Luke McKee is Communications Coordinator for Partners International Canada. This week, he hosted a phone call with Bhim Lai, a partner in Nepal. Bhim Lal shared what life is like right now in the earthquake-stricken nation.
Since early in the morning on April 25, 2015, Bhim Lal’s life has changed. As the director of Good Friends of Nepal he has dedicated much of his life to sharing the love of Christ to a country that has not heard the Good News.
Since 1996 Bhim Lal and Good Friends of Nepal has grown from four Church plants to over 150, with hundreds of baptisms taking place. They have also been able to operate an orphanage, as well as reach others through the development of a literacy class. Bhim Lal’s work and life have made an incredible impact on the community that surrounds him. The New Vision Orphanage Home serves 20 children in Kathmandu, providing them with food, clothing and education. Good Friends of Nepal was expanding, transforming hearts and lives around the country.
On April 25th that all changed.
As a 7.9 magnitude earthquake struck near Kathmandu in Nepal, Bhim Lal and his family were forced into the streets as houses began to crumble and thousands were trapped in the rubble, calling out for help.
In the days that would follow, aftershocks and tremors between 4.0 and 6.1 magnitude continued to devastate Kathmandu destroying homes, streets and lives.
We were able to connect with Bhim Lal from the Partners International Canada headquarters in Brampton within hours of earthquake striking and the scene that he described to us was a scene of sadness and loss.
With all of the building damages, Bhim Lal and his family were amongst the thousands who would spend the night in the streets, with his children sleeping inside of their car while he and his wife slept outside.
In our phone conversation Bhim Lal said he could hear people crying out for help, the situation remained chaotic and people began to simply try and survive as they waited for help to arrive.
Aid agencies across the country immediately mobilized to provide relief to those in Nepal.
For some organizations that means serving the immediate needs of those on the ground, for others plans began to take shape that promote mid to long term recovery.
Bhim was able to confirm that his family were safe, as well as the incredible blessing that all of the children staying at the orphanage were also safe. There remain 20 Good Friends of Nepal workers that are in rural areas that he has yet to hear from. Bhim Lal’s request in our first conversation with him, “Pray, prayer is always good and is the first thing, the second thing is food, clothing, and shelter.”

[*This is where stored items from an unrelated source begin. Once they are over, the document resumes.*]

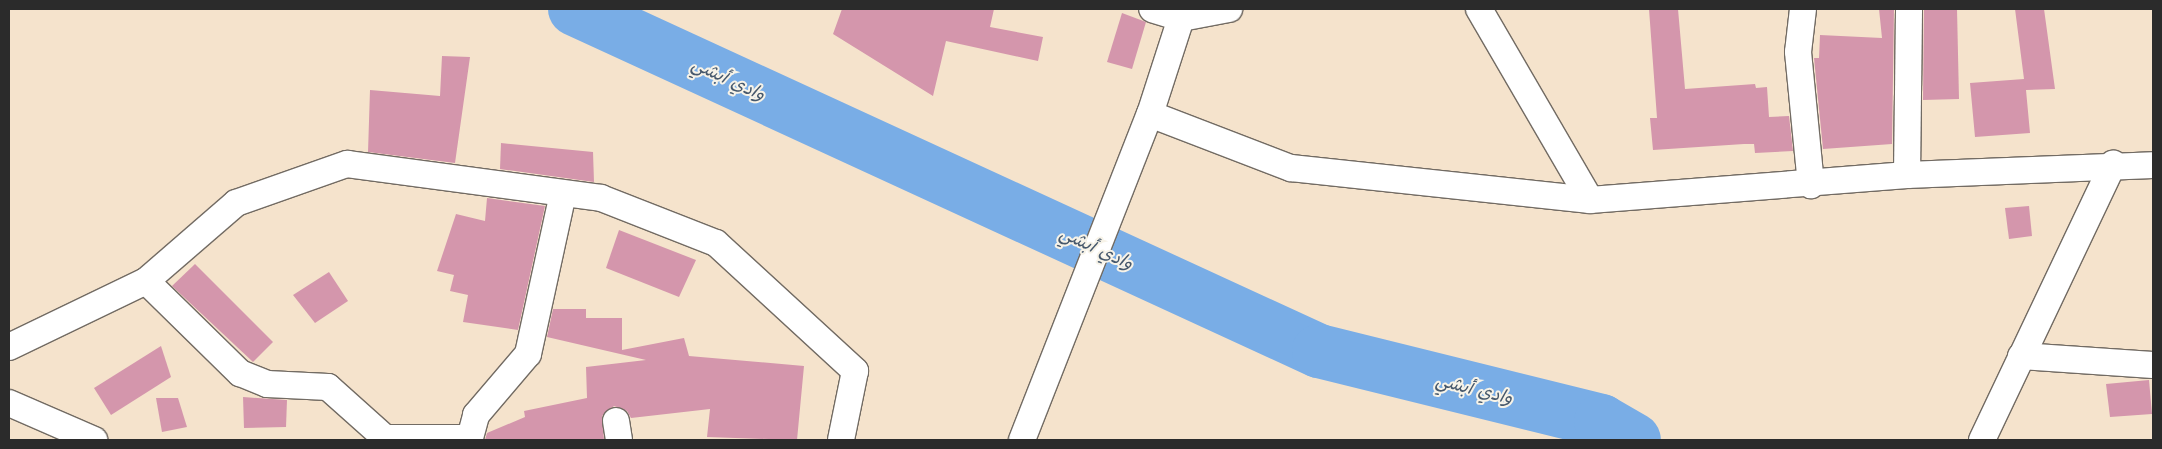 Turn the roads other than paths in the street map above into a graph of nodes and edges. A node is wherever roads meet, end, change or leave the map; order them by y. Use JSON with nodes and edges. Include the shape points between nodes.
{"nodes":[{"id":1,"x":1152,"y":9,"type":"edge"},
{"id":2,"x":1229,"y":9,"type":"edge"},
{"id":3,"x":1480,"y":9,"type":"edge"},
{"id":4,"x":1803,"y":9,"type":"edge"},
{"id":5,"x":1909,"y":9,"type":"edge"},
{"id":6,"x":1183,"y":13,"type":"edge"},
{"id":7,"x":1150,"y":114,"type":"junction"},
{"id":8,"x":2113,"y":164,"type":"junction"},
{"id":9,"x":2153,"y":165,"type":"edge"},
{"id":10,"x":1907,"y":175,"type":"junction"},
{"id":11,"x":1811,"y":185,"type":"junction"},
{"id":12,"x":563,"y":194,"type":"junction"},
{"id":13,"x":1590,"y":200,"type":"junction"},
{"id":14,"x":146,"y":281,"type":"junction"},
{"id":15,"x":9,"y":347,"type":"edge"},
{"id":16,"x":2021,"y":356,"type":"junction"},
{"id":17,"x":2153,"y":365,"type":"edge"},
{"id":18,"x":9,"y":403,"type":"edge"},
{"id":19,"x":83,"y":437,"type":"edge"},
{"id":20,"x":841,"y":440,"type":"edge"},
{"id":21,"x":1022,"y":440,"type":"edge"},
{"id":22,"x":1982,"y":440,"type":"edge"}],
"edges":[{"from":1,"to":6,"type":"street"},
{"from":2,"to":6,"type":"street"},
{"from":3,"to":13,"type":"street"},
{"from":4,"to":11,"type":"street","via":[[1798,52]]},
{"from":5,"to":10,"type":"street"},
{"from":6,"to":7,"type":"street"},
{"from":7,"to":13,"type":"street","via":[[1291,168]]},
{"from":7,"to":21,"type":"street"},
{"from":8,"to":9,"type":"street"},
{"from":8,"to":10,"type":"street"},
{"from":8,"to":16,"type":"street"},
{"from":10,"to":11,"type":"street"},
{"from":11,"to":13,"type":"street"},
{"from":12,"to":14,"type":"street","via":[[347,164],[236,203]]},
{"from":12,"to":14,"type":"street","via":[[528,354],[476,415],[470,438],[385,438],[328,387],[267,384],[240,373]]},
{"from":12,"to":20,"type":"street","via":[[602,198],[716,243],[855,371]]},
{"from":14,"to":15,"type":"street"},
{"from":16,"to":17,"type":"street"},
{"from":16,"to":22,"type":"street"},
{"from":18,"to":19,"type":"street"}]}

In our most recent conversation, he has expressed that the situation continues to get worse.
With the death toll rising, Bhim Lal has stated that the government in Nepal is unable to help with immediate aid being provided by Chinese and Indian relief teams, not by the government of Nepal.
The hospitals have become overwhelmed and are unable to handle the thousands of injured that need help. His biggest worry is the amount of drinkable water available to them. They are currently surviving from a groundwater well, but given the community use, they are unsure how much longer their clean source of water will last for. On top of the potential shortage of water, food is also difficult to come by and many families are fleeing Kathmandu to the countryside to avoid buildings that have been seriously damaged by earthquake.
The situation the Bhim Lal has described is grim. With over 8 million people affected by the earthquake (including 1 million children) people like Bhim Lal in Nepal need the prayers and support of Canadians. In a moment of great darkness, we have the opportunity to shine a light and help Nepal recover, both now and in the future.